[[ DATA FOR THE TASK, beginning ]]

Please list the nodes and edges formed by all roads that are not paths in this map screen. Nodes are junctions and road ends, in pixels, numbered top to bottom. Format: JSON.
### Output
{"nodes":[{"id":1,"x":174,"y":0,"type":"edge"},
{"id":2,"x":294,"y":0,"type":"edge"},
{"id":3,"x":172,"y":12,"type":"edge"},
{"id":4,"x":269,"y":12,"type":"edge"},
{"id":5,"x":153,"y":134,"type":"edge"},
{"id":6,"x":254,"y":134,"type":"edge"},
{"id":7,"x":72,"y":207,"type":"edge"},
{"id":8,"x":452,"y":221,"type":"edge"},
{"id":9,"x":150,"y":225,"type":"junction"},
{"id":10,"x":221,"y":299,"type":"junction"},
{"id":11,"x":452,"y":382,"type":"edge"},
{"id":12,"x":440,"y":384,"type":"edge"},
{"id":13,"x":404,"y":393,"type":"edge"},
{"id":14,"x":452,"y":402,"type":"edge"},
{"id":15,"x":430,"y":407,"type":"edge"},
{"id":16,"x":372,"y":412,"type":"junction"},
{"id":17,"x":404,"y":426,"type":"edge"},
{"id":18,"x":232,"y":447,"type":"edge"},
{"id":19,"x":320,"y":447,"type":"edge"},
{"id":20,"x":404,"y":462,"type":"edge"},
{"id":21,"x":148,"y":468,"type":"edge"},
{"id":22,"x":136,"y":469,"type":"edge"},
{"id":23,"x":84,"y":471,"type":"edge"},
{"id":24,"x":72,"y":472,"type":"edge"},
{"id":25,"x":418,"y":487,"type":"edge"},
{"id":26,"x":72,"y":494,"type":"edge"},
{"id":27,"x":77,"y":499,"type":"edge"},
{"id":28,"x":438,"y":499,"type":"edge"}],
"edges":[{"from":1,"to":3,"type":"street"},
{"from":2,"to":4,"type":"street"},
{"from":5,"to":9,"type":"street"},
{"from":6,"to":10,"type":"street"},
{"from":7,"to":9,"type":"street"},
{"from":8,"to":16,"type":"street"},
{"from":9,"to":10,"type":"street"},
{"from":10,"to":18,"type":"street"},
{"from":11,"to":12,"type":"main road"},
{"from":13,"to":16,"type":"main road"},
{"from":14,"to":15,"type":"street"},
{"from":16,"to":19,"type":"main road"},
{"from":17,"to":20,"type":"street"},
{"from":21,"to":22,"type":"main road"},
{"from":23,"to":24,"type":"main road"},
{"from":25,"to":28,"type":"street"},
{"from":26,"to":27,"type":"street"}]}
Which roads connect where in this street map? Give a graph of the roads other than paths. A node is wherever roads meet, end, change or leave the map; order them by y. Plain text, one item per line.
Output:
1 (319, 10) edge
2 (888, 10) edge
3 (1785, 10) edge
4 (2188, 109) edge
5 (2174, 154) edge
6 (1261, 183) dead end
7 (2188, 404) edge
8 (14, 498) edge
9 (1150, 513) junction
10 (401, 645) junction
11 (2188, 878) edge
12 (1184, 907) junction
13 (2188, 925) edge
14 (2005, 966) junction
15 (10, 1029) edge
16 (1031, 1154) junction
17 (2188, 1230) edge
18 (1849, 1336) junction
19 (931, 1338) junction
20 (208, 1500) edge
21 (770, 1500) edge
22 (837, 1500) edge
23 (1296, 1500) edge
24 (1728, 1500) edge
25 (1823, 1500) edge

[[ DATA FOR THE TASK, end ]]

** ABOUT THIS TASK **
The data above must be restated word for word.

** COMPLETED EXERCISE **
Please list the nodes and edges formed by all roads that are not paths in this map screen. Nodes are junctions and road ends, in pixels, numbered top to bottom. Format: JSON.
### Output
{"nodes":[{"id":1,"x":174,"y":0,"type":"edge"},
{"id":2,"x":294,"y":0,"type":"edge"},
{"id":3,"x":172,"y":12,"type":"edge"},
{"id":4,"x":269,"y":12,"type":"edge"},
{"id":5,"x":153,"y":134,"type":"edge"},
{"id":6,"x":254,"y":134,"type":"edge"},
{"id":7,"x":72,"y":207,"type":"edge"},
{"id":8,"x":452,"y":221,"type":"edge"},
{"id":9,"x":150,"y":225,"type":"junction"},
{"id":10,"x":221,"y":299,"type":"junction"},
{"id":11,"x":452,"y":382,"type":"edge"},
{"id":12,"x":440,"y":384,"type":"edge"},
{"id":13,"x":404,"y":393,"type":"edge"},
{"id":14,"x":452,"y":402,"type":"edge"},
{"id":15,"x":430,"y":407,"type":"edge"},
{"id":16,"x":372,"y":412,"type":"junction"},
{"id":17,"x":404,"y":426,"type":"edge"},
{"id":18,"x":232,"y":447,"type":"edge"},
{"id":19,"x":320,"y":447,"type":"edge"},
{"id":20,"x":404,"y":462,"type":"edge"},
{"id":21,"x":148,"y":468,"type":"edge"},
{"id":22,"x":136,"y":469,"type":"edge"},
{"id":23,"x":84,"y":471,"type":"edge"},
{"id":24,"x":72,"y":472,"type":"edge"},
{"id":25,"x":418,"y":487,"type":"edge"},
{"id":26,"x":72,"y":494,"type":"edge"},
{"id":27,"x":77,"y":499,"type":"edge"},
{"id":28,"x":438,"y":499,"type":"edge"}],
"edges":[{"from":1,"to":3,"type":"street"},
{"from":2,"to":4,"type":"street"},
{"from":5,"to":9,"type":"street"},
{"from":6,"to":10,"type":"street"},
{"from":7,"to":9,"type":"street"},
{"from":8,"to":16,"type":"street"},
{"from":9,"to":10,"type":"street"},
{"from":10,"to":18,"type":"street"},
{"from":11,"to":12,"type":"main road"},
{"from":13,"to":16,"type":"main road"},
{"from":14,"to":15,"type":"street"},
{"from":16,"to":19,"type":"main road"},
{"from":17,"to":20,"type":"street"},
{"from":21,"to":22,"type":"main road"},
{"from":23,"to":24,"type":"main road"},
{"from":25,"to":28,"type":"street"},
{"from":26,"to":27,"type":"street"}]}
Which roads connect where in this street map? Give a graph of the roads other than paths. A node is wherever roads meet, end, change or leave the map; order them by y. Plain text, one item per line.
Output:
1 (319, 10) edge
2 (888, 10) edge
3 (1785, 10) edge
4 (2188, 109) edge
5 (2174, 154) edge
6 (1261, 183) dead end
7 (2188, 404) edge
8 (14, 498) edge
9 (1150, 513) junction
10 (401, 645) junction
11 (2188, 878) edge
12 (1184, 907) junction
13 (2188, 925) edge
14 (2005, 966) junction
15 (10, 1029) edge
16 (1031, 1154) junction
17 (2188, 1230) edge
18 (1849, 1336) junction
19 (931, 1338) junction
20 (208, 1500) edge
21 (770, 1500) edge
22 (837, 1500) edge
23 (1296, 1500) edge
24 (1728, 1500) edge
25 (1823, 1500) edge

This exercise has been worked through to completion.